On Christmas Day, quite hungover still at 3 pm, Win, Mark and I went to watch a movie at Quartier Cine-Art. I’d been thinking all night and all day about Ohm’s kiss: What could it have meant? Was he even conscious? Why didn’t he say anything else to me? Did he think I wouldn’t mind? I was thinking so hard about Ohm that I couldn’t follow the plot of the interminably long sci-fi blockbuster. Was it just the drinks, or drugs, or the sense that the year had ended, that things have ended, that our youth had ended that made him do that? Because Ohm was one of those that could drive perfectly straight even when stoned (he just gripped the wheel a little bit too tight, and leaned stiffly forward). And I’ve witnessed him order a three course- French dinner when he was completely off his face (that was when that year when we came back from our holiday in Paris and fell in love with everything French for a year). He didn’t eat any of it, but he ordered it, a little insistently, perhaps, and sat through the meal, drinking the wine automatically, chattering brightly as usual.

Imagine my surprise when we actually bumped into Ohm in the supermarket right after the movie, when Mark was having a coffee and Win was eating a burger, and I was sucking and chewing on a bubble tea. It was like I had conjured Ohm up by thinking about him non-stop.
Ohm was with Keng, an old friend of ours from Friday, and they were buying beer for yet another party; it was all a bit awkward. I know I wasn’t looking my best. I was aware that Win was studying me, and only Mark seemed blissfully unaware. Keng asked me to join them for that night’s party. “But Win and Mark are making me dinner, and I’ve got to work on my recording tomorrow,” I said.
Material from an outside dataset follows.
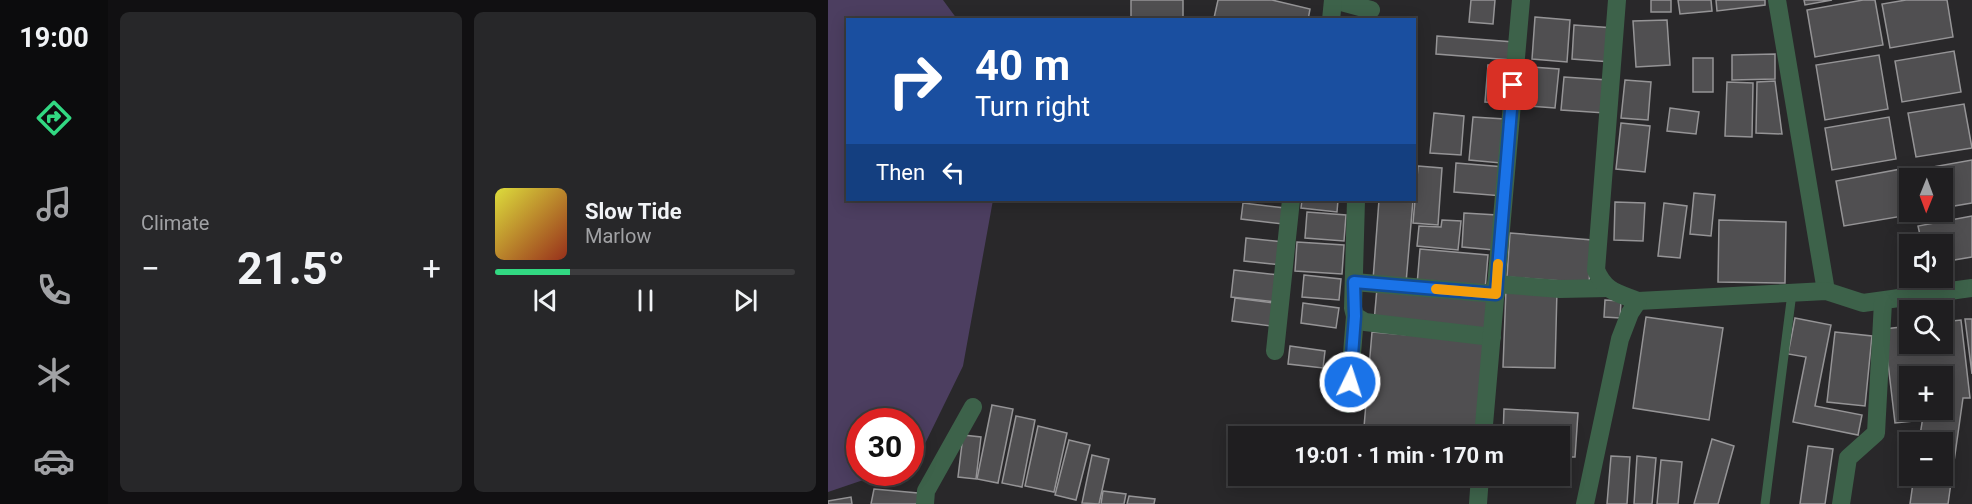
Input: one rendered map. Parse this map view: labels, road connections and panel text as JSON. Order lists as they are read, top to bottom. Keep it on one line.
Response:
{"north":"bottom","page":{"tabs":"19:00","tile":"Climate","turn":["40 m","Turn right"],"then":"Then","map_buttons":["+","−"],"song":["Slow Tide","Marlow"],"heat":["−","21.5°","+"],"limit":"30","trip":"19:01 · 1 min · 170 m"}}
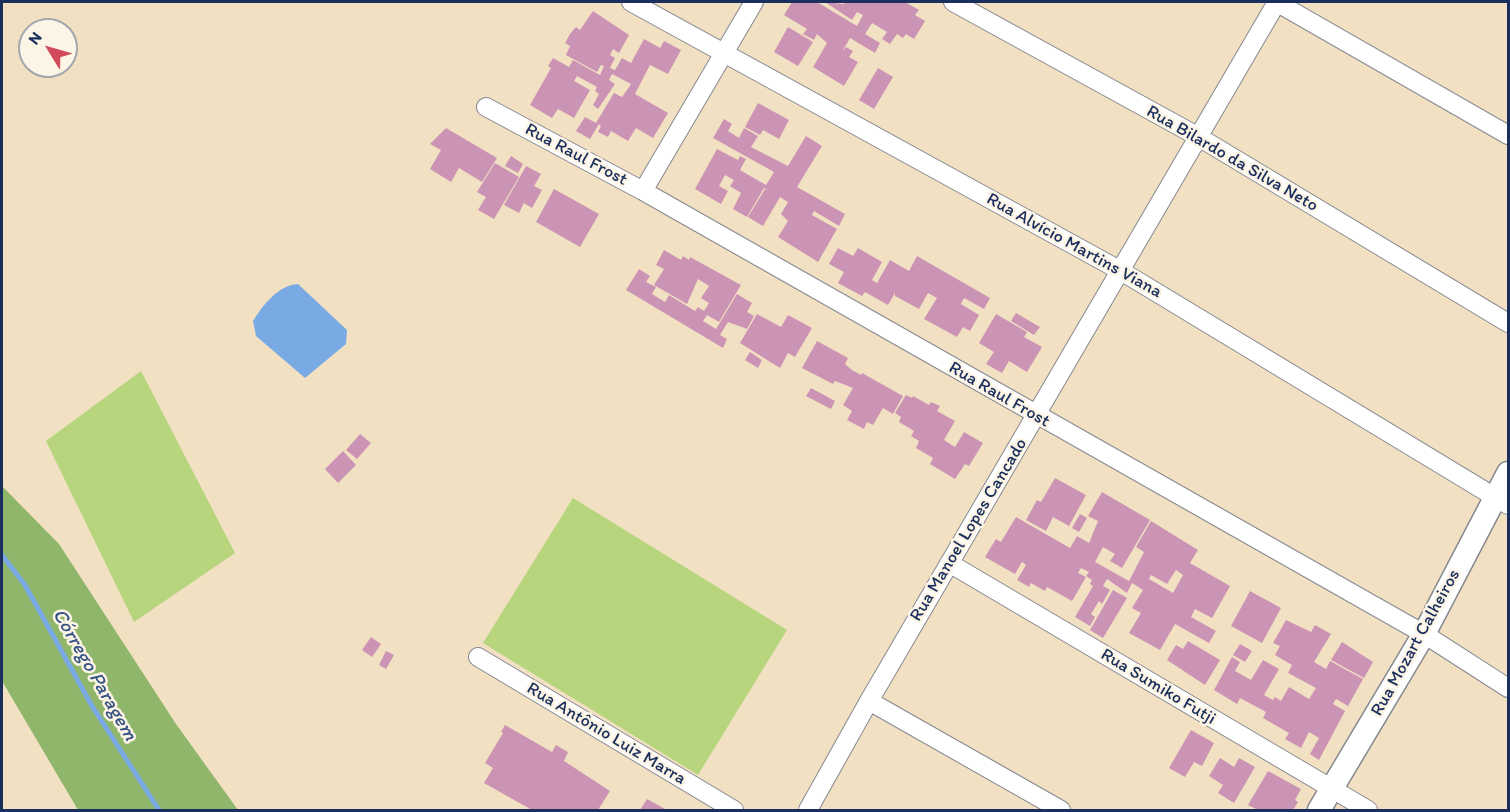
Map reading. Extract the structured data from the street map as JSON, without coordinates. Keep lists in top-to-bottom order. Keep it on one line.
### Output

I didn’t want to go because Keng didn’t ask Win or Mark, just me; but mostly because Ohm didn’t ask me. He was talking to Mark intently, in his usual bluster.
The next day afternoon, when I went back to working on my recording at Studio 28, Keng texted.
He said that Ohm gave him my number, and that Ohm told him that we hadn’t been talking for a while.
Me: “It’s been years. Why rake this up now?”
Keng: “You should ask him out for coffee.”
Me: Ohm can call me if he wants to talk, or have coffee or whatever. He knows how to text.”
When what I really wanted to say to Keng was that the Christmas Eve kiss reminded me of Ohm’s first kiss so many years ago. It brought back the smell of his leather sofa where we sat for hours, learning the finer points of the French horn; It brought back the sound of the fountain in his garden when the birds had all gone to sleep; It brought back the sound of his dad's creaking Mercedes Benz (and the day he got his driving license and drove us straight to Rayong); It brought back the always too-sweet chocolate he made me, and which I had drunk anyway, for years; Our first fight at Block F, near the third floor toilet. The very first Christmas, the one which I didn’t manage to give him the Supreme hoodie I had saved up to buy for him.

Ohm had made me who I am today, dry eyed, looking back, unable now to read any of my feelings at all clearly, even when I tried.